PROBLEM REQUIREMENTS
Nothing but the records, repeated word for word and free of pictures, belongs in the answer.

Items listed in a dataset
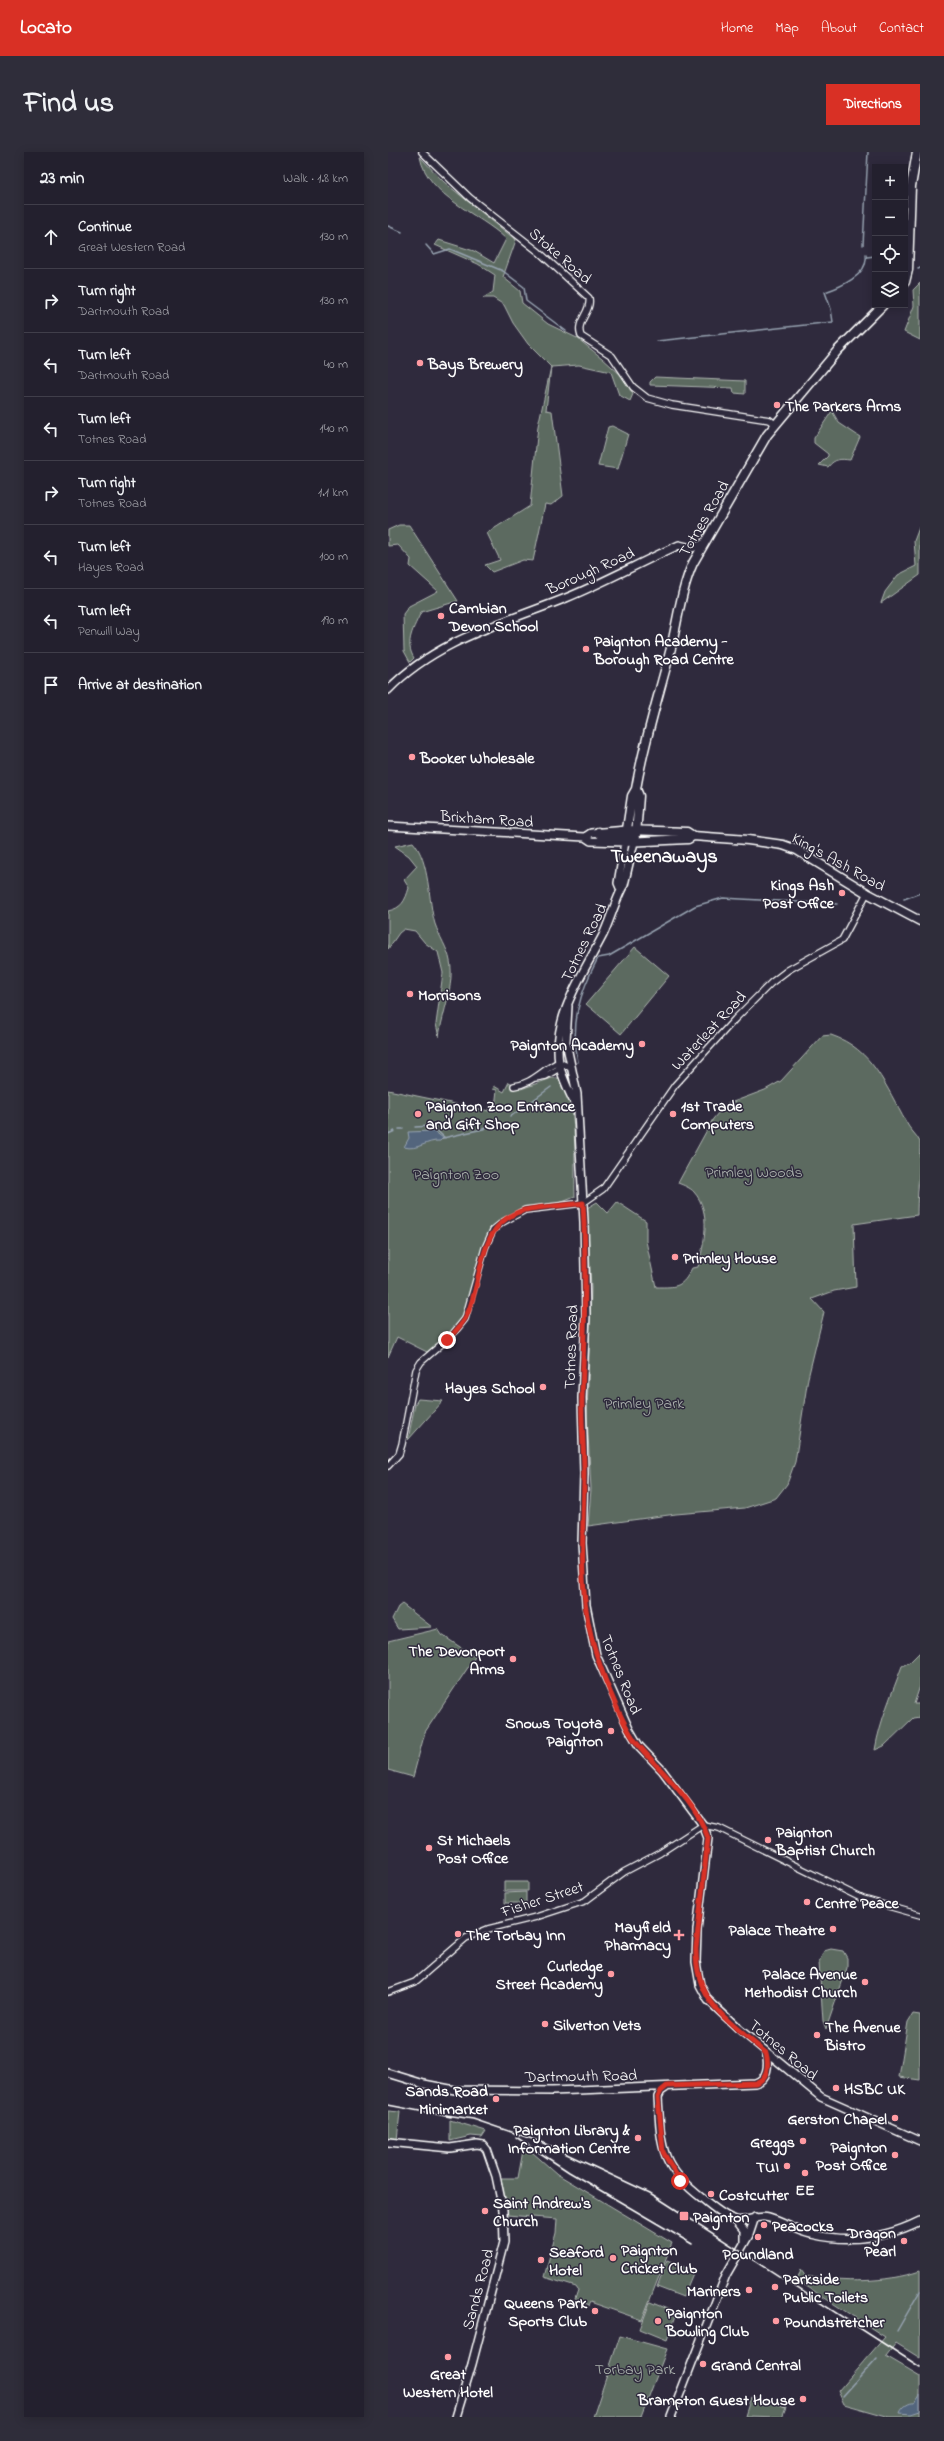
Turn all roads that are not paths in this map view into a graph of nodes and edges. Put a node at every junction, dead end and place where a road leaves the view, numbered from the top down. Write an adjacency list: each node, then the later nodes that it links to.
1 (422, 152): 5 (street, Stoke Road)
2 (917, 152): 3 (highway)
3 (908, 272)
4 (880, 308): 5 (highway, Totnes Road)
5 (776, 425): 6 (highway, Totnes Road)
6 (703, 544): 7 (main road, Borough Road); 8 (highway, Totnes Road)
7 (690, 547): 8 (main road); 9 (main road, Borough Road)
8 (693, 563): 10 (highway, Totnes Road)
9 (388, 690)
10 (636, 790): 13 (highway, Totnes Road); 14 (highway, Totnes Road)
11 (388, 826): 16 (main road, Brixham Road)
12 (598, 832): 13 (highway); 16 (main road, Brixham Road)
13 (626, 836): 14 (highway, King's Ash Road); 14 (highway, King's Ash Road); 16 (main road, Brixham Road); 17 (main road, Totnes Road)
14 (636, 836): 15 (highway, King's Ash Road); 15 (highway, King's Ash Road); 17 (main road, Totnes Road)
15 (693, 836): 18 (highway, King's Ash Road)
16 (585, 837)
17 (620, 890): 20 (main road, Totnes Road)
18 (867, 894): 19 (highway, King's Ash Road); 23 (street, Waterleat Road)
19 (920, 921)
20 (568, 1006): 21 (main road, Totnes Road); 21 (main road, Totnes Road)
21 (564, 1066): 22 (street); 23 (main road, Totnes Road)
22 (514, 1086)
23 (583, 1203): 24 (street); 25 (main road, Totnes Road)
24 (388, 1466)
25 (703, 1825): 26 (street); 27 (street, Fisher Street); 28 (main road, Totnes Road)
26 (920, 1915)
27 (388, 1992)
28 (766, 2053): 29 (main road, Totnes Road); 30 (main road)
29 (779, 2063): 30 (main road); 35 (main road, Totnes Road)
30 (767, 2067): 32 (main road, Dartmouth Road)
31 (388, 2073): 33 (main road, Dartmouth Road)
32 (667, 2086): 33 (main road, Dartmouth Road); 34 (main road)
33 (650, 2087): 34 (main road)
34 (658, 2097): 38 (main road)
35 (920, 2141)
36 (388, 2142): 41 (main road, Sands Road)
37 (755, 2217): 38 (main road); 39 (main road); 40 (main road)
38 (736, 2220): 40 (main road)
39 (920, 2221)
40 (744, 2242): 42 (main road)
41 (456, 2417)
42 (671, 2417)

RESPONSE TO THE TASK
Turn all roads that are not paths in this map view into a graph of nodes and edges. Put a node at every junction, dead end and place where a road leaves the view, numbered from the top down. Write an adjacency list: each node, then the later nodes that it links to.
1 (422, 152): 5 (street, Stoke Road)
2 (917, 152): 3 (highway)
3 (908, 272)
4 (880, 308): 5 (highway, Totnes Road)
5 (776, 425): 6 (highway, Totnes Road)
6 (703, 544): 7 (main road, Borough Road); 8 (highway, Totnes Road)
7 (690, 547): 8 (main road); 9 (main road, Borough Road)
8 (693, 563): 10 (highway, Totnes Road)
9 (388, 690)
10 (636, 790): 13 (highway, Totnes Road); 14 (highway, Totnes Road)
11 (388, 826): 16 (main road, Brixham Road)
12 (598, 832): 13 (highway); 16 (main road, Brixham Road)
13 (626, 836): 14 (highway, King's Ash Road); 14 (highway, King's Ash Road); 16 (main road, Brixham Road); 17 (main road, Totnes Road)
14 (636, 836): 15 (highway, King's Ash Road); 15 (highway, King's Ash Road); 17 (main road, Totnes Road)
15 (693, 836): 18 (highway, King's Ash Road)
16 (585, 837)
17 (620, 890): 20 (main road, Totnes Road)
18 (867, 894): 19 (highway, King's Ash Road); 23 (street, Waterleat Road)
19 (920, 921)
20 (568, 1006): 21 (main road, Totnes Road); 21 (main road, Totnes Road)
21 (564, 1066): 22 (street); 23 (main road, Totnes Road)
22 (514, 1086)
23 (583, 1203): 24 (street); 25 (main road, Totnes Road)
24 (388, 1466)
25 (703, 1825): 26 (street); 27 (street, Fisher Street); 28 (main road, Totnes Road)
26 (920, 1915)
27 (388, 1992)
28 (766, 2053): 29 (main road, Totnes Road); 30 (main road)
29 (779, 2063): 30 (main road); 35 (main road, Totnes Road)
30 (767, 2067): 32 (main road, Dartmouth Road)
31 (388, 2073): 33 (main road, Dartmouth Road)
32 (667, 2086): 33 (main road, Dartmouth Road); 34 (main road)
33 (650, 2087): 34 (main road)
34 (658, 2097): 38 (main road)
35 (920, 2141)
36 (388, 2142): 41 (main road, Sands Road)
37 (755, 2217): 38 (main road); 39 (main road); 40 (main road)
38 (736, 2220): 40 (main road)
39 (920, 2221)
40 (744, 2242): 42 (main road)
41 (456, 2417)
42 (671, 2417)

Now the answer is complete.